Task details: The required lines are those that contain "Parkway"; pull them out of the data and copy them.

═════ Data shown ═════

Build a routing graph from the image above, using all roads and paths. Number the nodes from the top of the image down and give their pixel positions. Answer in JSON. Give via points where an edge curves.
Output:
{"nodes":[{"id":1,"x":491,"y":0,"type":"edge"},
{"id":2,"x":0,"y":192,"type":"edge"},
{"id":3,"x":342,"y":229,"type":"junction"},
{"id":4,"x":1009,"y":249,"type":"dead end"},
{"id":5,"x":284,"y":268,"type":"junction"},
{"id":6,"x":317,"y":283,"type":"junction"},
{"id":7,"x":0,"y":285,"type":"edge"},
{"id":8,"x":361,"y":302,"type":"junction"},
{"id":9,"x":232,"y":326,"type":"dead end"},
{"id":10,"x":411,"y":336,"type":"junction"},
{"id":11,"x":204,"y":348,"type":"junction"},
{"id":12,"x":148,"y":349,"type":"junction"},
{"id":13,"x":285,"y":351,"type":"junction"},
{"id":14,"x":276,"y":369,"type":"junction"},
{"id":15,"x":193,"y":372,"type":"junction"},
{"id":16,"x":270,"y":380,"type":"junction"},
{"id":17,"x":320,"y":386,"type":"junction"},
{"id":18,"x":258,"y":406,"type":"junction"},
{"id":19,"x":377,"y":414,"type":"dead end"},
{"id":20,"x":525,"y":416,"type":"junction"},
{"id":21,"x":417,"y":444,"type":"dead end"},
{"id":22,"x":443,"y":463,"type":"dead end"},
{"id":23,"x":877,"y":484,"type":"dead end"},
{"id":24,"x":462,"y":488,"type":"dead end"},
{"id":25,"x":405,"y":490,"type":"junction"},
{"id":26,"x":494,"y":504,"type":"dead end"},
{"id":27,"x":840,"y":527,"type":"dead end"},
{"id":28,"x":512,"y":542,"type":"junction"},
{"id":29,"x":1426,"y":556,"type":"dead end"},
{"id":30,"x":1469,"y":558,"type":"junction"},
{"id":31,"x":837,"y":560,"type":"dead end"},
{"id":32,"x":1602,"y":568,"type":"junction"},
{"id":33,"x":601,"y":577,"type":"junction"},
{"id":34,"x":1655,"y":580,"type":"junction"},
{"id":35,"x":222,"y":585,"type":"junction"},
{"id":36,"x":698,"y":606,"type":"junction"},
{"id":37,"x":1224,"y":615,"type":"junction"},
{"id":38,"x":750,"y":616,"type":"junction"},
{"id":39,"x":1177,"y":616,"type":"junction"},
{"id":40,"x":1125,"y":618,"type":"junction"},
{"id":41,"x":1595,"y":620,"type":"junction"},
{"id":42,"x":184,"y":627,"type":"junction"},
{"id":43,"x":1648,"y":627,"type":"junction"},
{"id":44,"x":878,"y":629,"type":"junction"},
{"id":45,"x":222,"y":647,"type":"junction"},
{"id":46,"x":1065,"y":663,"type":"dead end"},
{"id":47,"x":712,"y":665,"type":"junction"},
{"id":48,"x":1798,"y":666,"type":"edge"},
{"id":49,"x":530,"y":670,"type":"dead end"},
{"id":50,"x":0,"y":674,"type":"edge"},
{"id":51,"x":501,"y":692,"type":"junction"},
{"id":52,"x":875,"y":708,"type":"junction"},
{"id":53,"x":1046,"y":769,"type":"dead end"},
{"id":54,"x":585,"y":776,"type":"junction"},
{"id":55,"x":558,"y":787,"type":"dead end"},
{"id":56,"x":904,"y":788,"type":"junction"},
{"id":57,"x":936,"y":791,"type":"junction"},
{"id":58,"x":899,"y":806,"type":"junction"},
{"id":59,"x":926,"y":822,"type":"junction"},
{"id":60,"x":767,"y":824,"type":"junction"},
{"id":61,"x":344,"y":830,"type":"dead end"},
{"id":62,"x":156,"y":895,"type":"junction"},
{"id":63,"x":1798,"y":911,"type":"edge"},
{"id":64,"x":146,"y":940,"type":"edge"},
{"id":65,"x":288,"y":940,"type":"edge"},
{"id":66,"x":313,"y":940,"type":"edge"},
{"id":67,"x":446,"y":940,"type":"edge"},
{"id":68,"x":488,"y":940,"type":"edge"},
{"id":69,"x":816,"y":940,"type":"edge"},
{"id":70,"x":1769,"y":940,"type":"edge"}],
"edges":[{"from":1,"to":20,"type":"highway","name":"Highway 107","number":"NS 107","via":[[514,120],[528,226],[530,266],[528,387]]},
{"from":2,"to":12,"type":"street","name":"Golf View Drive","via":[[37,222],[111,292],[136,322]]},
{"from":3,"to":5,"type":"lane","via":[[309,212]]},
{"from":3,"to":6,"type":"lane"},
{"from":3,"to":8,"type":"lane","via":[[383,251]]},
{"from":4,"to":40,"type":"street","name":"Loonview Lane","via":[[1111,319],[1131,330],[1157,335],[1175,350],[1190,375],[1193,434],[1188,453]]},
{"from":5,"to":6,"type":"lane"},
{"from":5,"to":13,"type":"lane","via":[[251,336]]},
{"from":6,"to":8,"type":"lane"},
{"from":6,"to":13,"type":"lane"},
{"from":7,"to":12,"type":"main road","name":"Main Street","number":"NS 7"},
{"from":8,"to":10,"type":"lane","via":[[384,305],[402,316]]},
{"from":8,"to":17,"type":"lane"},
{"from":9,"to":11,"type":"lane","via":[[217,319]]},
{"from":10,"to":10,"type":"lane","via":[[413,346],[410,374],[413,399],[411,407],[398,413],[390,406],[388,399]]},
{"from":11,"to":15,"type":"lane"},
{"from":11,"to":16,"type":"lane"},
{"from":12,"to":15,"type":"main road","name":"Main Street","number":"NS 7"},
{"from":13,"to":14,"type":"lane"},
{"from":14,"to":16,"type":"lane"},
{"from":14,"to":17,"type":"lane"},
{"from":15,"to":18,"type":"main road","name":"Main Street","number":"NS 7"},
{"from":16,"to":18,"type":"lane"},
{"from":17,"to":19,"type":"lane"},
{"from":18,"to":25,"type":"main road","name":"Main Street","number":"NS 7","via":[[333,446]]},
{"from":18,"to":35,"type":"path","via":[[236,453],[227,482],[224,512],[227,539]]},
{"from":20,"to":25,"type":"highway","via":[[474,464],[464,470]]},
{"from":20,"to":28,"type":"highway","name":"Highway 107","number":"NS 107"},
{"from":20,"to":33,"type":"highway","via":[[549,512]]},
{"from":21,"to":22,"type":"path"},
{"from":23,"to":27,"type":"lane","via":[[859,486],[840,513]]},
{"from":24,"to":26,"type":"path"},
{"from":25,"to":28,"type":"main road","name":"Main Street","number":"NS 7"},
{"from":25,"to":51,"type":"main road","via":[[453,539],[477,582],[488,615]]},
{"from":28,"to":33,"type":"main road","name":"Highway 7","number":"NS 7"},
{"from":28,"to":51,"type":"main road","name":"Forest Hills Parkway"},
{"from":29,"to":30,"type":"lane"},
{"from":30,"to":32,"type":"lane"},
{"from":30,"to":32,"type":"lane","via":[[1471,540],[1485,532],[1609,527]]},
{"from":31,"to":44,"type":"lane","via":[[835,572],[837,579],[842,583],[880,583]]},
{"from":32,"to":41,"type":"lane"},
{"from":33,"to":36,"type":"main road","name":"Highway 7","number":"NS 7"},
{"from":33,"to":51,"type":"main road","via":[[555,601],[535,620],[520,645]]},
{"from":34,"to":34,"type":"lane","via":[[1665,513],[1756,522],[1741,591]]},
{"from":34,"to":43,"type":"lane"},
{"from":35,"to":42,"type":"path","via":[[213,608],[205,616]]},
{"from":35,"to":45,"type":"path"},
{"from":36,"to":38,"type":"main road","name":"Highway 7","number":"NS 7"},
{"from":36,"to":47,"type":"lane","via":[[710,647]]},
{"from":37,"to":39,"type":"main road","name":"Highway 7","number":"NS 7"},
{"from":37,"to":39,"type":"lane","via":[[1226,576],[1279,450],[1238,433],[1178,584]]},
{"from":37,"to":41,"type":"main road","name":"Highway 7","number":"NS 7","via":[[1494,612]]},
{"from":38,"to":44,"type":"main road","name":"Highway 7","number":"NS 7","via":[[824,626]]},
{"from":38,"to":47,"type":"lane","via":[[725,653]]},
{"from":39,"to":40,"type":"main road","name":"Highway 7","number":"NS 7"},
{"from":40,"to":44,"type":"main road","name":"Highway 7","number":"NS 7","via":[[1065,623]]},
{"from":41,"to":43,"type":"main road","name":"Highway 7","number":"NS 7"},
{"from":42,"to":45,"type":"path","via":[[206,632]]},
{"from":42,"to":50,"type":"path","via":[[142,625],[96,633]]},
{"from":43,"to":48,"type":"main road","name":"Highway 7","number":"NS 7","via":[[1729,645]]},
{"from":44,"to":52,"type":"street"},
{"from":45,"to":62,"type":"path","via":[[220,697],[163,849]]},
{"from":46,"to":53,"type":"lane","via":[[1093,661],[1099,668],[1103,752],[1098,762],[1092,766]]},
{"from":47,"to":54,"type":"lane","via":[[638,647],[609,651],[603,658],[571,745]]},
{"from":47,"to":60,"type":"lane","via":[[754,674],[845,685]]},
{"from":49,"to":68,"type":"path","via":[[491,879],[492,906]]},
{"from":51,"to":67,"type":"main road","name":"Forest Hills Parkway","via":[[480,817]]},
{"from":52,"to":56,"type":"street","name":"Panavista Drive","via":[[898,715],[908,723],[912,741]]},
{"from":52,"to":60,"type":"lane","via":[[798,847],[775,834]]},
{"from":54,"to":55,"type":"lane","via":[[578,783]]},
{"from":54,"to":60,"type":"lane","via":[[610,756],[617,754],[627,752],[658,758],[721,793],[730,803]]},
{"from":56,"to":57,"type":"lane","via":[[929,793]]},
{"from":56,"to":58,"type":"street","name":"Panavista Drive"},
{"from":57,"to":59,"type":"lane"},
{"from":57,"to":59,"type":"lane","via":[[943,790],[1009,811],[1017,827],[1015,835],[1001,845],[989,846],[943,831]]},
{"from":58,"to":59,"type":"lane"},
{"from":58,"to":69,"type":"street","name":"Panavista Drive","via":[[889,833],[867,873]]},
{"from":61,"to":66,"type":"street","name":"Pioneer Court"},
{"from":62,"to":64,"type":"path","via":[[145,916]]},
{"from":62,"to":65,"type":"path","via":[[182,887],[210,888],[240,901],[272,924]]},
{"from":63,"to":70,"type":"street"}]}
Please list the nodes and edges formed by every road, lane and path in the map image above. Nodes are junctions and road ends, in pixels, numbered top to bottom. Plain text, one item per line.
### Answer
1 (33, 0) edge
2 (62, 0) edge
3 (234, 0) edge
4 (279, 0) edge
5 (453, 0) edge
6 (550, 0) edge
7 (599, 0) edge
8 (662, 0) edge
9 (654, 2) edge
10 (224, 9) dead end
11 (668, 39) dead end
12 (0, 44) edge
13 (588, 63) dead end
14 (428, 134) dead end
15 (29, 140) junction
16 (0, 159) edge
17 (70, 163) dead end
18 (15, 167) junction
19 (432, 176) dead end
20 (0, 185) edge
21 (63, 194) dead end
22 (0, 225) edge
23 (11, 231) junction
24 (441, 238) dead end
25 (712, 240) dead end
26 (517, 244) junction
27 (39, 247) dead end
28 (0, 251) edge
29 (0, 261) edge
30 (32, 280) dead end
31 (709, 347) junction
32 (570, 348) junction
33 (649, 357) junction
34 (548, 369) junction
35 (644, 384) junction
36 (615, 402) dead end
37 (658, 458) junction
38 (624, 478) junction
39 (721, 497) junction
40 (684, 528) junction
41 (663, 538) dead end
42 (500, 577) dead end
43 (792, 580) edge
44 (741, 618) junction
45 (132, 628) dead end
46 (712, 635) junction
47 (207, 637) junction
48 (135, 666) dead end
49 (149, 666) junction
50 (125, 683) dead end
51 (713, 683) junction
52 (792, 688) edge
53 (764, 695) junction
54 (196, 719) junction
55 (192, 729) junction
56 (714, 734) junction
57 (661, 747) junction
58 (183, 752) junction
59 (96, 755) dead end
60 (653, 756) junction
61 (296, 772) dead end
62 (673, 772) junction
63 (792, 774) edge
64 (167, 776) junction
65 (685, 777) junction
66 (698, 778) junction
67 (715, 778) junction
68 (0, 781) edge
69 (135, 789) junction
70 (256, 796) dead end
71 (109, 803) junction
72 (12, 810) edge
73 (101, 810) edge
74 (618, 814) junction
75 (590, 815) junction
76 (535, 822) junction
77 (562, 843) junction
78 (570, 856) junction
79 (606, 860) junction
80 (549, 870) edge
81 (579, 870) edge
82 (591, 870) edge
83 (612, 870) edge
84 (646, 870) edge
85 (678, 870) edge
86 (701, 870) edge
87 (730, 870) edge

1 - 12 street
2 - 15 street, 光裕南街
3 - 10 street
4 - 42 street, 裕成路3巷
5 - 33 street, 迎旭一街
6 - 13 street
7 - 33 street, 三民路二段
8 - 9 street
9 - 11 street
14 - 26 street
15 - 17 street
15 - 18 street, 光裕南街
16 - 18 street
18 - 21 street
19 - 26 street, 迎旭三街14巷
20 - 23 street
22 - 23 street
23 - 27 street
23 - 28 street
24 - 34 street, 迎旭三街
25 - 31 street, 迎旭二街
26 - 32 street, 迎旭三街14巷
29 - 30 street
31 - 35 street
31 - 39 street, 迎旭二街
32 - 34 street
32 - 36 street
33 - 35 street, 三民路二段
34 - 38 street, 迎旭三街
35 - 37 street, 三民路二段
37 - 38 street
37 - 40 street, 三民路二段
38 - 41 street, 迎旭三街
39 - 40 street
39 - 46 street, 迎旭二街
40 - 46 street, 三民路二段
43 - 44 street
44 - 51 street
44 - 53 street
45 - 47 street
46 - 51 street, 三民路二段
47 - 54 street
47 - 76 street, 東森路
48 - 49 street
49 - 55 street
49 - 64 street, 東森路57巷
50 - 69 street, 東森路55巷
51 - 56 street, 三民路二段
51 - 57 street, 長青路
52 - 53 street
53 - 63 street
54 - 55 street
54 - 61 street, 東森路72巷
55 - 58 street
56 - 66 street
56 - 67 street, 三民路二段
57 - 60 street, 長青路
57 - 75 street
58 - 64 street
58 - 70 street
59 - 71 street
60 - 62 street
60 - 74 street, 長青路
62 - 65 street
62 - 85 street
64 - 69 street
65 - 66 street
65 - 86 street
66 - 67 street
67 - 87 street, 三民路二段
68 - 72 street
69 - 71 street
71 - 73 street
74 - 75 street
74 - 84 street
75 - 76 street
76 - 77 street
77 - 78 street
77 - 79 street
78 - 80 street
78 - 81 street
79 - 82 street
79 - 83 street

═════

Expected output:
{"from":28,"to":51,"type":"main road","name":"Forest Hills Parkway"},
{"from":51,"to":67,"type":"main road","name":"Forest Hills Parkway","via":[[480,817]]},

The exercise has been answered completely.